Colorectal epithelium is composed of polarised absorptive enterocytes, mucus-producing goblet cells and enteroendocrine cells. All these cell lineages are thought to arise from multipotential stem cells located near the base of the crypt, but the mechanisms which control differentiation and commitment of cells to a particular lineage are poorly understood. We have used the human rectal adenocarcinoma cell line, HRA-19, to investigate the regulation of expression of lineage-specific markers. HRA-19 cells have multipotential characteristics, forming absorptive, mucous and endocrine cells when grown as xenografts.
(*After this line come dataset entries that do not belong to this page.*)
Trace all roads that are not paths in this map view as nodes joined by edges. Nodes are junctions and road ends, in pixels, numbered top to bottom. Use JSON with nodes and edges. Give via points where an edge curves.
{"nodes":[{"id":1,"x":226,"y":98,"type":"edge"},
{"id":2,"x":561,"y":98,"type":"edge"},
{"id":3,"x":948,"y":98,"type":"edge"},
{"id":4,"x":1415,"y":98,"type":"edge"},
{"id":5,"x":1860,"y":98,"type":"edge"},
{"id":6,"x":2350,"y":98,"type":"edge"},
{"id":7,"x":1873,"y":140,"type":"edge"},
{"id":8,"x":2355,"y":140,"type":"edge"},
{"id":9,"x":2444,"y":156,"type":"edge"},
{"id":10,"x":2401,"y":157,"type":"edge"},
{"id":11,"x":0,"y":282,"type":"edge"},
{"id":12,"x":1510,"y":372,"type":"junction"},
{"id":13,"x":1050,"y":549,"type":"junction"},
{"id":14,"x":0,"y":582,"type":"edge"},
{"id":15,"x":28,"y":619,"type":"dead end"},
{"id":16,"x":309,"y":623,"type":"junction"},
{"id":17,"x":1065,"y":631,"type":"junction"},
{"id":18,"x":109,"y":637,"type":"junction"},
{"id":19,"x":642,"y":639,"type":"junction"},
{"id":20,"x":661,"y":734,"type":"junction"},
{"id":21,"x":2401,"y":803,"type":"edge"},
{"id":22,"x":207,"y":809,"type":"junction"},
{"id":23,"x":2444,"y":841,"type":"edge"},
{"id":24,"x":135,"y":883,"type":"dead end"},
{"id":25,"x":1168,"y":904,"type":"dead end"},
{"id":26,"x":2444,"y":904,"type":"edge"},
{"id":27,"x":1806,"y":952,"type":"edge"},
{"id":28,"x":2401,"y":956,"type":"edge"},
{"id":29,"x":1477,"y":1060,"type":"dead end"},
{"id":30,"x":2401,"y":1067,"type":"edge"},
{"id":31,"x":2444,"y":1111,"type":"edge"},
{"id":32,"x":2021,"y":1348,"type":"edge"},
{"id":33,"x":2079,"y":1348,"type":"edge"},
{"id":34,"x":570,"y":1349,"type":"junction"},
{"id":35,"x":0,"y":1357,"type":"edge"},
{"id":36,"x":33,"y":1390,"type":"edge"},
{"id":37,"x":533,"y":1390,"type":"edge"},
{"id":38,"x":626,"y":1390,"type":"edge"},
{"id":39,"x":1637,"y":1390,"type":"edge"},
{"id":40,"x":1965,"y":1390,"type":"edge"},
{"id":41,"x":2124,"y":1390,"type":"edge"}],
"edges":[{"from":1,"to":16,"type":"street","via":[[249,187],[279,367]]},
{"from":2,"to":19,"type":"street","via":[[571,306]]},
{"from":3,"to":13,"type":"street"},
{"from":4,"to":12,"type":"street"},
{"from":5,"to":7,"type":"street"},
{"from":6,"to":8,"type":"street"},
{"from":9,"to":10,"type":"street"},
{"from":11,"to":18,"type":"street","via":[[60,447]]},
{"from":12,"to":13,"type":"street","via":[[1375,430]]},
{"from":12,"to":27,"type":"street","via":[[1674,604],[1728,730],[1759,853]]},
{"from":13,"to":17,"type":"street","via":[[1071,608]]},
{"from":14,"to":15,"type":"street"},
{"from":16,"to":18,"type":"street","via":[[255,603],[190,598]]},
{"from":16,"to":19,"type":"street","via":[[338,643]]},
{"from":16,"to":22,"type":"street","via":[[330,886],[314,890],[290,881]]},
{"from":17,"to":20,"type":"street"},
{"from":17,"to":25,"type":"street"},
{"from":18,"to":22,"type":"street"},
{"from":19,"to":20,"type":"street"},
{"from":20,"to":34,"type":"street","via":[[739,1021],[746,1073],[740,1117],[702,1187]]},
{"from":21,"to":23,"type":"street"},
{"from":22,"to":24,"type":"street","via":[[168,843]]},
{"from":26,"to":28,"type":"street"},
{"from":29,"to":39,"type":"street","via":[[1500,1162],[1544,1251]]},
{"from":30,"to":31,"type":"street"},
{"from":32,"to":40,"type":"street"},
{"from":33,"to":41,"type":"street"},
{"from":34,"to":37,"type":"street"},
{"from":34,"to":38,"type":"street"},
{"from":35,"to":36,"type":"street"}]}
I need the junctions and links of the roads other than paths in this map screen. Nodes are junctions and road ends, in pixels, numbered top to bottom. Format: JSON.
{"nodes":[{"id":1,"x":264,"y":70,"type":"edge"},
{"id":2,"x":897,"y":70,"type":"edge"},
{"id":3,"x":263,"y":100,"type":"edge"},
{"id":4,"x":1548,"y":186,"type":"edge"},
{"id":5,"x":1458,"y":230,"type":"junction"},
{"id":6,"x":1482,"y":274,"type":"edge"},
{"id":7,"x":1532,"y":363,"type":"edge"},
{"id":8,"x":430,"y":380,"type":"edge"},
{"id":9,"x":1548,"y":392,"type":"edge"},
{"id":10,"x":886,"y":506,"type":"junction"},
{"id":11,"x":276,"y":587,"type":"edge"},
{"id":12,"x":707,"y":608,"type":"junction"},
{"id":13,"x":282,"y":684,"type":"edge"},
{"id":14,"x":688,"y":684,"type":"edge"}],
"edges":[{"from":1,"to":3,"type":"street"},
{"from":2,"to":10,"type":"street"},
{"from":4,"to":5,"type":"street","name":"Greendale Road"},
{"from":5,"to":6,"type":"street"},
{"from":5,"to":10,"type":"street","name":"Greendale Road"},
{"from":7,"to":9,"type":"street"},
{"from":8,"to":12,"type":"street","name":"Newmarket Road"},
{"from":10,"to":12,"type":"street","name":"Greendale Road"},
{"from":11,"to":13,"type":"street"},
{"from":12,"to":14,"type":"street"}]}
However, HRA-19 cells grown in vitro in culture medium containing 10% foetal calf serum show negligible expression of the differentiated phenotypes observed in vivo. These findings initially suggested that the absence of positive stimuli from extracellular matrix, stromal cells and/or soluble factors present in vivo resulted in the lack of differentiation in vitro. The subsequent demonstration of a marked inhibitory effect of foetal calf serum on differentiation provided an alternative explanation for the differences between in vivo and in vitro differentiation. In addition, the inhibition of differentiation differed widely between batches of foetal calf serum and limited the usefulness of the system for studying the regulation of differentiation. This manuscript describes the development of chemically defined culture conditions (Dulbecco's Eagles medium supplemented with insulin, transferrin and ascorbic acid) which reproducibly induced the multilineage differentiation of HRA-19 cells into absorptive, mucous and endocrine cells. Morphological characteristics and the expression of lineage-specific markers, as determined by immunocytochemistry, identified absorptive, goblet and endocrine cells in HRA-19 monolayers grown in this serum-free medium. Differentiation of cloned HRA-19 cells in to the three cell lineages proceeds in the absence of stromal cells and without exogenous extracellular matrix, although these factors may subsequently be shown to modulate the rate of cell differentiation. These chemically defined culture conditions will facilitate the study of differentiation in the HRA-19 cell line in the absence of the complex mixture of growth factors, hormones and differentiation inhibitory factor(s) present in foetal calf serum.